Elsewhere Leslie, Lakeman’s piping boss, is in hospital recovering from being shot in the face by his employee last season. His situation has not just robbed the viewers of his customary delightful monologues on the intricacies of the industrial piping business but – thanks to the morphine drip he’s on – Leslie himself of his sobriety. Our last sight is of him wandering the corridors with a beatific smile on his face as he unhooks others’ drips to supplement his own. It looks as if he’s not going to make that reunion with his son.

Edward, John’s congressman brother, who basically wanted to become an attache so that he could flash his attache badge and, when told that no such thing existed, created one himself, is now sitting hostage in a garage with a bag over his head presumably regretting his decision to enter politics. The good news is that Debra Winger (as the Tavners’ mother Bernice, a high-ranking federal official whose professional duty to her country is at war with her instinct to protect her increasingly unstable older son) has been upgraded to series regular, presumably in order to thicken this plotline.

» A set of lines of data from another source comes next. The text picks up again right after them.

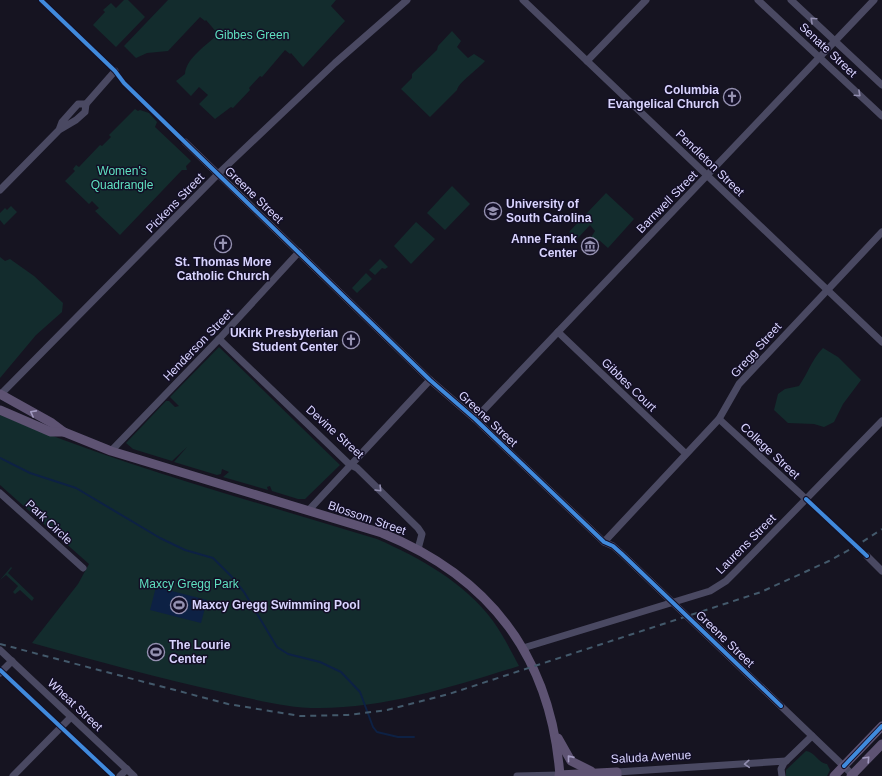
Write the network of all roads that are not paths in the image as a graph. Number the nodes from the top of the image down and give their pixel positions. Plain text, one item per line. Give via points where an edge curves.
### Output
1 (407, 0) edge
2 (523, 0) edge
3 (646, 0) edge
4 (758, 0) edge
5 (791, 0) edge
6 (874, 0) edge
7 (835, 41) junction
8 (819, 58) junction
9 (588, 62) junction
10 (115, 71) dead end
11 (882, 85) edge
12 (882, 116) edge
13 (185, 142) dead end
14 (218, 174) junction
15 (708, 176) junction
16 (0, 190) edge
17 (882, 232) edge
18 (299, 252) junction
19 (827, 290) junction
20 (558, 332) junction
21 (219, 339) junction
22 (882, 342) edge
23 (430, 380) junction
24 (0, 395) edge
25 (0, 410) edge
26 (719, 418) junction
27 (475, 419) junction
28 (882, 421) edge
29 (64, 432) junction
30 (111, 450) junction
31 (685, 453) junction
32 (349, 464) junction
33 (0, 492) edge
34 (806, 499) junction
35 (308, 510) junction
36 (604, 542) junction
37 (418, 549) junction
38 (867, 556) dead end
39 (83, 568) dead end
40 (882, 571) edge
41 (674, 603) junction
42 (523, 648) junction
43 (0, 650) edge
44 (12, 661) junction
45 (0, 673) edge
46 (71, 717) junction
47 (882, 726) edge
48 (556, 734) junction
49 (812, 736) junction
50 (882, 744) edge
51 (786, 761) junction
52 (844, 766) junction
53 (127, 769) junction
54 (594, 772) junction
55 (617, 774) edge
56 (560, 775) edge
57 (853, 775) edge
58 (13, 776) edge
59 (120, 776) edge
60 (134, 776) edge
61 (517, 776) edge
62 (782, 776) edge
63 (834, 776) edge

1 - 14 street, Pickens Street via 335,63
2 - 9 street, Pendleton Street
3 - 9 street
4 - 8 street, Senate Street
7 -> 5 street, Senate Street
6 - 7 street, Barnwell Street
7 - 8 street, Barnwell Street
7 - 11 street, Senate Street
8 -> 12 street, Senate Street
8 - 15 street, Barnwell Street
9 - 15 street, Pendleton Street
10 - 16 street via 86,104 86,112 59,130
13 - 14 street, Greene Street
14 - 18 street, Greene Street
14 - 24 street, Pickens Street
15 - 19 street, Pendleton Street
15 - 20 street, Barnwell Street
17 - 19 street, Gregg Street
18 - 21 street, Henderson Street
18 - 23 street, Greene Street
19 - 22 street, Pendleton Street
19 - 26 street, Gregg Street via 739,384
20 - 27 street, Barnwell Street
20 - 31 street, Gibbes Court
21 - 30 street, Henderson Street
21 - 32 street, Devine Street
23 - 27 street, Greene Street
23 - 32 street
29 -> 24 main road, Blossom Street
25 - 29 main road, Blossom Street via 50,432
26 - 31 street, Gregg Street
26 - 34 street, College Street
27 - 36 street, Greene Street
28 - 34 street, Laurens Street
29 - 30 main road, Blossom Street
30 - 35 main road, Blossom Street
31 - 36 street, Gregg Street
32 - 35 street
32 -> 37 street, Devine Street via 357,468 422,534
33 - 39 street, Park Circle
34 - 41 street, Laurens Street via 726,581 710,591
35 - 37 main road, Blossom Street via 382,533
36 - 41 street, Greene Street via 613,546
37 - 42 main road, Blossom Street via 471,587 499,615
38 - 40 street
41 - 42 street, Laurens Street
41 - 49 street, Greene Street
42 - 48 main road, Blossom Street via 543,691
43 - 44 street, Wheat Street
44 - 45 street
44 - 46 street, Wheat Street
46 - 53 street, Wheat Street
46 - 58 street
47 - 52 main road
54 -> 48 main road via 571,761
48 - 56 main road, Blossom Street
49 - 51 street
49 - 52 street, Greene Street
57 -> 50 main road
51 -> 55 street, Saluda Avenue
51 - 62 street via 781,769
52 - 57 street, Greene Street
52 - 63 main road
53 - 59 street
53 - 60 street, Wheat Street
54 - 55 main road, Saluda Avenue
54 - 56 main road, Saluda Avenue
56 - 61 street, Saluda Avenue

John himself continues to be a strange near-cipher of a protagonist; ever-pained, often seeming on the brink of tears, and wearily trying to do his best for Daddy as the mission crumbles round him. He’s a figure who silently asks the question of how far you should be expected to go for an ideal and how much weight one man can bear before he breaks.

So, for those who decided two years ago that this was the kind of thing they liked, this will still be the kind of thing they like. The Wes Andersonish aesthetic, a darkened dash of the Coen brothers’ attitude to life and narrative, leave things a little bloated. A large part of any series’ success is simply due to it not feeling like a film script being stretched to cover 10 episodes. But Patriot passes that bar and has just enough smiles to mask the melancholy at its heart and keep you urging its hero on. Patriot Series 2, episode 1 is available on Amazon Prime now. New episodes are released Fridays.